• Required action
Copy each line of the records that holds the string "linejoin".

• Records provided
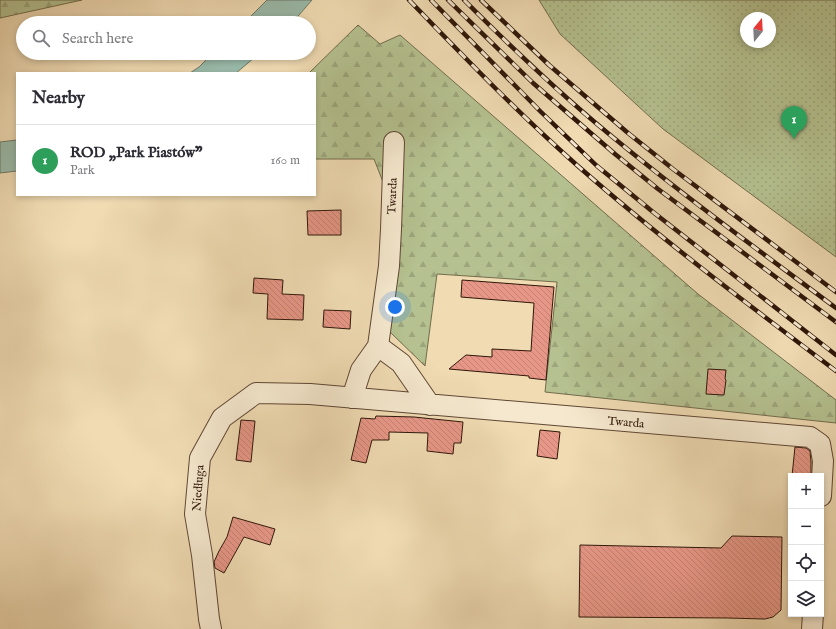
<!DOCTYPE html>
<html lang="en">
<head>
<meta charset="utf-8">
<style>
  body { margin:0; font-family:"IM FELL English",serif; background:#f7f7f7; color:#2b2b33 }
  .controls { position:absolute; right:12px; bottom:12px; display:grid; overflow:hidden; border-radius:0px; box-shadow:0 2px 6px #0003 }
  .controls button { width:36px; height:36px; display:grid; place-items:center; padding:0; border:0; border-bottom:1px solid #e1e1e2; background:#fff; color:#2b2b33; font:20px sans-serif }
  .compass { position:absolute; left:740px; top:12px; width:36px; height:36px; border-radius:50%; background:#fff; box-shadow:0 2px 6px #0003; rotate:18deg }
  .you { position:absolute; left:395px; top:307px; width:14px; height:14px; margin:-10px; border:3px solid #fff; border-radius:50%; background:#1a73e8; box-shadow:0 0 0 6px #1a73e833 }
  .badge { display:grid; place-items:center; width:26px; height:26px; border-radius:50%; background:#8f2418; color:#fff; font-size:13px; font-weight:700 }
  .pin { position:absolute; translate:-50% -33px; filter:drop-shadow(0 1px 2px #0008) }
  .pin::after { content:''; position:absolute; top:21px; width:14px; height:12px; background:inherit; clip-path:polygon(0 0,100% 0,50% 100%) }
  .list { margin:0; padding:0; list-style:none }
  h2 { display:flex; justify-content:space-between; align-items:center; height:52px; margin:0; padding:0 16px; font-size:17px }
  h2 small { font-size:13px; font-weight:400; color:#7c7c81 }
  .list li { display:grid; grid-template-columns:26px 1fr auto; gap:12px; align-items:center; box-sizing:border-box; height:72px; padding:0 16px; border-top:1px solid #e1e1e2 }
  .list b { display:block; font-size:15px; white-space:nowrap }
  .list p { margin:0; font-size:13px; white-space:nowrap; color:#7c7c81 }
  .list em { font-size:13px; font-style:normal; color:#7c7c81 }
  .icon { flex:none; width:22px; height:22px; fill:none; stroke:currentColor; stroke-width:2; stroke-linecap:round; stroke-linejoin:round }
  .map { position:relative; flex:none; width:836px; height:629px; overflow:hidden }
  .search { position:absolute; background:#fff; box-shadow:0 2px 6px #0003; left:16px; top:16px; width:300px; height:44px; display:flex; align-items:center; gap:10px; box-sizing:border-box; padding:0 14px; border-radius:22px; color:#7c7c81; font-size:15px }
  .panel { position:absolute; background:#fff; box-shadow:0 2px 6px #0003; left:16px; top:72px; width:300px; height:124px; border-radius:0px }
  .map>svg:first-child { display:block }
  .forest { fill:url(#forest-firs); stroke:#726c4c }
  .park { fill:url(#park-dots); stroke:#726c4c; fill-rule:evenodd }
  .water { fill:#9abbab; stroke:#6f796a }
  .building { fill:url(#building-back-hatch); stroke:#2f1609 }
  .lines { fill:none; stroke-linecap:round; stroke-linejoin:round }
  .street-casing { stroke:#5f4734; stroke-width:22 }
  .street { stroke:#f5e8ce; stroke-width:20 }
  .rail-casing { stroke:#2f1609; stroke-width:4.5 }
  .rail { stroke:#f5e8ce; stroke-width:3; stroke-dasharray:9; stroke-linecap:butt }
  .labels { text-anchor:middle; stroke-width:3.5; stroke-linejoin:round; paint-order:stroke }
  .street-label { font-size:12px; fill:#2f1609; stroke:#f5e8ce }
</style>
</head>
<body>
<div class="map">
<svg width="836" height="629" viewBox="0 0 836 629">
  <defs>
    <pattern id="forest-firs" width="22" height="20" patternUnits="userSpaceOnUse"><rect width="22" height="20" fill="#b5c190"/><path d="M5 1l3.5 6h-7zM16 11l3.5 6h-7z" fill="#9ca57b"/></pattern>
    <pattern id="park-dots" width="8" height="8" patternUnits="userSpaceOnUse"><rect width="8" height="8" fill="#b5c190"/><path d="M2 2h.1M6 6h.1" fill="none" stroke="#9ca57b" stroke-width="1.8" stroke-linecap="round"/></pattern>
    <pattern id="building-back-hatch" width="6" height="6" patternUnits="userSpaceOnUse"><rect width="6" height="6" fill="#e79787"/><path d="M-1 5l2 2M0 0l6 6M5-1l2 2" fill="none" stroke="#c68173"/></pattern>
  </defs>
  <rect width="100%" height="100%" fill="#f0dbb3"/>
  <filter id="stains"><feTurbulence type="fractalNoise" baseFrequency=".005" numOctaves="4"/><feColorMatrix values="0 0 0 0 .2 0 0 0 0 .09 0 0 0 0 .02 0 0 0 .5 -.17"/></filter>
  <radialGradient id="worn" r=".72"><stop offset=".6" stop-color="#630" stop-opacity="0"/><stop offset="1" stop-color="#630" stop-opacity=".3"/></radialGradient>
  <!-- forest -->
  <path class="forest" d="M 0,0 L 82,0 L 0,18 Z
    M 358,25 L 380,44 L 400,35 L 698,294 L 836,400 L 836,423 L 545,392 L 557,282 L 437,274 L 425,366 L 389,331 L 401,228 L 374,159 L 315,159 L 315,73 L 309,73 Z"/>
  <!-- park -->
  <path class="park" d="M 539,0 L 836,0 L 836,257 L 663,129 L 560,34 ZM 746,18 L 770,18 L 770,42 L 746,42 Z"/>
  <!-- water -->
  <path class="water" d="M 267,0 L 312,0 L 292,23 L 244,23 Z
    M 213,53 L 260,53 L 236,73 L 190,73 L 199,67 Z
    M 17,140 L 17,171 L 0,173 L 0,142 Z"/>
  <!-- building -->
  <path class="building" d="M 341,210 L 341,235 L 308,235 L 307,211 Z
    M 254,278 L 283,280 L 282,294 L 304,295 L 303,320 L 267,319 L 268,294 L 253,293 Z
    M 462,280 L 554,287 L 546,380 L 529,378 L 529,376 L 449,369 L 466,355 L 492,357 L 492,349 L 531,351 L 534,303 L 461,297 Z
    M 324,310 L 351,311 L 350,329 L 323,327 Z
    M 708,369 L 726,370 L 725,379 L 726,380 L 724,395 L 706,394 Z
    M 376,416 L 414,417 L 463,422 L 461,443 L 454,443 L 453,454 L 427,451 L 428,433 L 389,432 L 389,440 L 372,440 L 366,463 L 351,460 L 361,418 L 375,419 Z
    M 241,420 L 255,421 L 251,462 L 236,460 Z
    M 540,430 L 560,432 L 557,459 L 537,456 Z
    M 795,447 L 806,448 L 810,451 L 811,462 L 811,476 L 792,476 Z
    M 233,517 L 275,529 L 270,545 L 244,537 L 224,573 L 215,568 L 214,562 L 219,551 L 227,537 Z
    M 732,536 L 782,537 L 781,610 L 773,617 L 765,619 L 727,618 L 579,617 L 580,545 L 721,548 Z"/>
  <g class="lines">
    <!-- street casing -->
    <g class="street-casing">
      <path id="street" d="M 378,346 L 401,363 L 430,405
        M 352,398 L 361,370 L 378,346 L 389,266 L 391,229 L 394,142
        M 211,629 L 209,619 L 202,555 L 195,514 L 200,458 L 222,418 L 256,393 L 310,394 L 810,437 L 820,444 L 823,461 L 821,496
        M 812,629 L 813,614"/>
    </g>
    <!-- street -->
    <use href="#street" class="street"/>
    <!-- rail casing -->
    <g class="rail-casing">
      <path id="rail" d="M 409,0 C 464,57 519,114 579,167 C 661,239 749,305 836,371
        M 431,0 L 540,111 L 597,166 L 653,212 L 836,355
        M 448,0 L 533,83 L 615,154 L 658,189 L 836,322
        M 464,0 C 514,50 565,99 620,143 C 690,201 764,254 836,308
        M 481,0 L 549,65 L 628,133 L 673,169 L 836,292"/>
    </g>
    <!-- rail -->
    <use href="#rail" class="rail"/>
  </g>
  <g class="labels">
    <!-- street labels -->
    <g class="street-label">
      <text transform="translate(392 196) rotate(-88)" y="4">Twarda</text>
      <text transform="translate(626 422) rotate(5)" y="4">Twarda</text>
      <text transform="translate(198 488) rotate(-86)" y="4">Niedługa</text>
    </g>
  </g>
  <rect width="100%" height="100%" filter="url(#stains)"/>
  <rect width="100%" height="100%" fill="url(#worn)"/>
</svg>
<div class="controls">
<button>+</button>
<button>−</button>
<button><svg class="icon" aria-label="locate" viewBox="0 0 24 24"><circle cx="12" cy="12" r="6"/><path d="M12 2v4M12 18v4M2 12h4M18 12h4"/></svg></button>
<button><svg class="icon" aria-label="layers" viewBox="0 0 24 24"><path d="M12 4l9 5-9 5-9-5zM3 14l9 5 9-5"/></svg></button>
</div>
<svg class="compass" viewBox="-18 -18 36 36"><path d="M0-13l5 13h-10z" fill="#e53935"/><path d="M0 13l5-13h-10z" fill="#7c7c81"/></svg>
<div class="you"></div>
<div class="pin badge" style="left:794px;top:139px;background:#2e9e5b">1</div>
<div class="search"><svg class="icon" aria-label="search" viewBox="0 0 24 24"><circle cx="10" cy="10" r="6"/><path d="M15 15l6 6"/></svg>Search here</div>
<section class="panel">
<h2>Nearby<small></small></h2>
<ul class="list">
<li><span class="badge" style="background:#2e9e5b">1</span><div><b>ROD „Park Piastów”</b><p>Park</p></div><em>160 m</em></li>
</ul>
</section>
</div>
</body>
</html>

• Task result
  .icon { flex:none; width:22px; height:22px; fill:none; stroke:currentColor; stroke-width:2; stroke-linecap:round; stroke-linejoin:round }
  .lines { fill:none; stroke-linecap:round; stroke-linejoin:round }
  .labels { text-anchor:middle; stroke-width:3.5; stroke-linejoin:round; paint-order:stroke }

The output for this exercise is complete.